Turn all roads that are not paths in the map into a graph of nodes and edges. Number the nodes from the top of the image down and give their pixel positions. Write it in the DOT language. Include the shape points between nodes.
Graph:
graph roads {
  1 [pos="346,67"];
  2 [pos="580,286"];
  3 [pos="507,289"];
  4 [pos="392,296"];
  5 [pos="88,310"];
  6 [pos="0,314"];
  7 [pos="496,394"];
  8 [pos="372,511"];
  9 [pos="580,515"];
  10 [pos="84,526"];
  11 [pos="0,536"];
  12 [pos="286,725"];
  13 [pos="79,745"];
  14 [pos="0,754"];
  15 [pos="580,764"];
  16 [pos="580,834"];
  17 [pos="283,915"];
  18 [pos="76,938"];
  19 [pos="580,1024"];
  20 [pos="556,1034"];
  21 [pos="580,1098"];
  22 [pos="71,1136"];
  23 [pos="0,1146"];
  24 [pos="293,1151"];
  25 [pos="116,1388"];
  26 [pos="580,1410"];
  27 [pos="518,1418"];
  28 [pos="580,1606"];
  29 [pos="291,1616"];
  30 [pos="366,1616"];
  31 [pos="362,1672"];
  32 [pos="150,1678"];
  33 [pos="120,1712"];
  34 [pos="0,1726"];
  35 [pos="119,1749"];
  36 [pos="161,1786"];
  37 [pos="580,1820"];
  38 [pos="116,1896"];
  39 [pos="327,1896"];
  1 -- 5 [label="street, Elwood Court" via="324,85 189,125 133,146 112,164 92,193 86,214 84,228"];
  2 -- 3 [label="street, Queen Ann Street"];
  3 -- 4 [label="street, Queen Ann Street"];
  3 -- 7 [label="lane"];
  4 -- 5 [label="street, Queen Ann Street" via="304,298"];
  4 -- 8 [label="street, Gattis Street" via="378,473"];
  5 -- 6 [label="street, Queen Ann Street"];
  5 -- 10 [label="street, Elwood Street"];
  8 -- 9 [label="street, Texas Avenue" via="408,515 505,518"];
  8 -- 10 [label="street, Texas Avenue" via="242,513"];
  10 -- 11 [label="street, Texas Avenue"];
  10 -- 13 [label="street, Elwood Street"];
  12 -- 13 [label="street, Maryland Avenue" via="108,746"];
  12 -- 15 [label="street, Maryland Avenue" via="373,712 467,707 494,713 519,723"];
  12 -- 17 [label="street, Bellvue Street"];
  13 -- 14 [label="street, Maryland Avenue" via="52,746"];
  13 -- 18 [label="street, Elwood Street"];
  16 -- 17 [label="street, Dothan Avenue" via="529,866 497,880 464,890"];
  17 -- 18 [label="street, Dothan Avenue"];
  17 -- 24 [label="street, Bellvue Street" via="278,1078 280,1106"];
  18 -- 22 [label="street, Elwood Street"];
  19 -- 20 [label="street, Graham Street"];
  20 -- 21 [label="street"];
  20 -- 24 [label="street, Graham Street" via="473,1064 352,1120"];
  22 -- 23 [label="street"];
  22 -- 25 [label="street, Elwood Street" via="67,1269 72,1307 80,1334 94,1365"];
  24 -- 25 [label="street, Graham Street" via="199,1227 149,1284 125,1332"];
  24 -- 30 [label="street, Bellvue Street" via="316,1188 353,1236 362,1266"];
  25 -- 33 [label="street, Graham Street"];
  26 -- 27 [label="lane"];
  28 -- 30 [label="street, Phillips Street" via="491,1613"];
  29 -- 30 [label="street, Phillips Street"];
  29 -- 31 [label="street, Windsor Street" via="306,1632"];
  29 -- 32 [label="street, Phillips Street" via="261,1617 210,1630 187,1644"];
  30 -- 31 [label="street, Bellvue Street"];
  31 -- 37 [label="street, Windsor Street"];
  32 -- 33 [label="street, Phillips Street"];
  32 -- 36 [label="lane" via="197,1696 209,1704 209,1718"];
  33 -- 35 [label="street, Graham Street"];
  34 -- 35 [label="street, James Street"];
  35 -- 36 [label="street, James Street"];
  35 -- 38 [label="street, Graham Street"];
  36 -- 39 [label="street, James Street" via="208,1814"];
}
------------------------------------------------------------------------
Each entry above is to be copied out exactly.

▸ ANSWER SPACE
Turn all roads that are not paths in the map into a graph of nodes and edges. Number the nodes from the top of the image down and give their pixel positions. Write it in the DOT language. Include the shape points between nodes.
Graph:
graph roads {
  1 [pos="346,67"];
  2 [pos="580,286"];
  3 [pos="507,289"];
  4 [pos="392,296"];
  5 [pos="88,310"];
  6 [pos="0,314"];
  7 [pos="496,394"];
  8 [pos="372,511"];
  9 [pos="580,515"];
  10 [pos="84,526"];
  11 [pos="0,536"];
  12 [pos="286,725"];
  13 [pos="79,745"];
  14 [pos="0,754"];
  15 [pos="580,764"];
  16 [pos="580,834"];
  17 [pos="283,915"];
  18 [pos="76,938"];
  19 [pos="580,1024"];
  20 [pos="556,1034"];
  21 [pos="580,1098"];
  22 [pos="71,1136"];
  23 [pos="0,1146"];
  24 [pos="293,1151"];
  25 [pos="116,1388"];
  26 [pos="580,1410"];
  27 [pos="518,1418"];
  28 [pos="580,1606"];
  29 [pos="291,1616"];
  30 [pos="366,1616"];
  31 [pos="362,1672"];
  32 [pos="150,1678"];
  33 [pos="120,1712"];
  34 [pos="0,1726"];
  35 [pos="119,1749"];
  36 [pos="161,1786"];
  37 [pos="580,1820"];
  38 [pos="116,1896"];
  39 [pos="327,1896"];
  1 -- 5 [label="street, Elwood Court" via="324,85 189,125 133,146 112,164 92,193 86,214 84,228"];
  2 -- 3 [label="street, Queen Ann Street"];
  3 -- 4 [label="street, Queen Ann Street"];
  3 -- 7 [label="lane"];
  4 -- 5 [label="street, Queen Ann Street" via="304,298"];
  4 -- 8 [label="street, Gattis Street" via="378,473"];
  5 -- 6 [label="street, Queen Ann Street"];
  5 -- 10 [label="street, Elwood Street"];
  8 -- 9 [label="street, Texas Avenue" via="408,515 505,518"];
  8 -- 10 [label="street, Texas Avenue" via="242,513"];
  10 -- 11 [label="street, Texas Avenue"];
  10 -- 13 [label="street, Elwood Street"];
  12 -- 13 [label="street, Maryland Avenue" via="108,746"];
  12 -- 15 [label="street, Maryland Avenue" via="373,712 467,707 494,713 519,723"];
  12 -- 17 [label="street, Bellvue Street"];
  13 -- 14 [label="street, Maryland Avenue" via="52,746"];
  13 -- 18 [label="street, Elwood Street"];
  16 -- 17 [label="street, Dothan Avenue" via="529,866 497,880 464,890"];
  17 -- 18 [label="street, Dothan Avenue"];
  17 -- 24 [label="street, Bellvue Street" via="278,1078 280,1106"];
  18 -- 22 [label="street, Elwood Street"];
  19 -- 20 [label="street, Graham Street"];
  20 -- 21 [label="street"];
  20 -- 24 [label="street, Graham Street" via="473,1064 352,1120"];
  22 -- 23 [label="street"];
  22 -- 25 [label="street, Elwood Street" via="67,1269 72,1307 80,1334 94,1365"];
  24 -- 25 [label="street, Graham Street" via="199,1227 149,1284 125,1332"];
  24 -- 30 [label="street, Bellvue Street" via="316,1188 353,1236 362,1266"];
  25 -- 33 [label="street, Graham Street"];
  26 -- 27 [label="lane"];
  28 -- 30 [label="street, Phillips Street" via="491,1613"];
  29 -- 30 [label="street, Phillips Street"];
  29 -- 31 [label="street, Windsor Street" via="306,1632"];
  29 -- 32 [label="street, Phillips Street" via="261,1617 210,1630 187,1644"];
  30 -- 31 [label="street, Bellvue Street"];
  31 -- 37 [label="street, Windsor Street"];
  32 -- 33 [label="street, Phillips Street"];
  32 -- 36 [label="lane" via="197,1696 209,1704 209,1718"];
  33 -- 35 [label="street, Graham Street"];
  34 -- 35 [label="street, James Street"];
  35 -- 36 [label="street, James Street"];
  35 -- 38 [label="street, Graham Street"];
  36 -- 39 [label="street, James Street" via="208,1814"];
}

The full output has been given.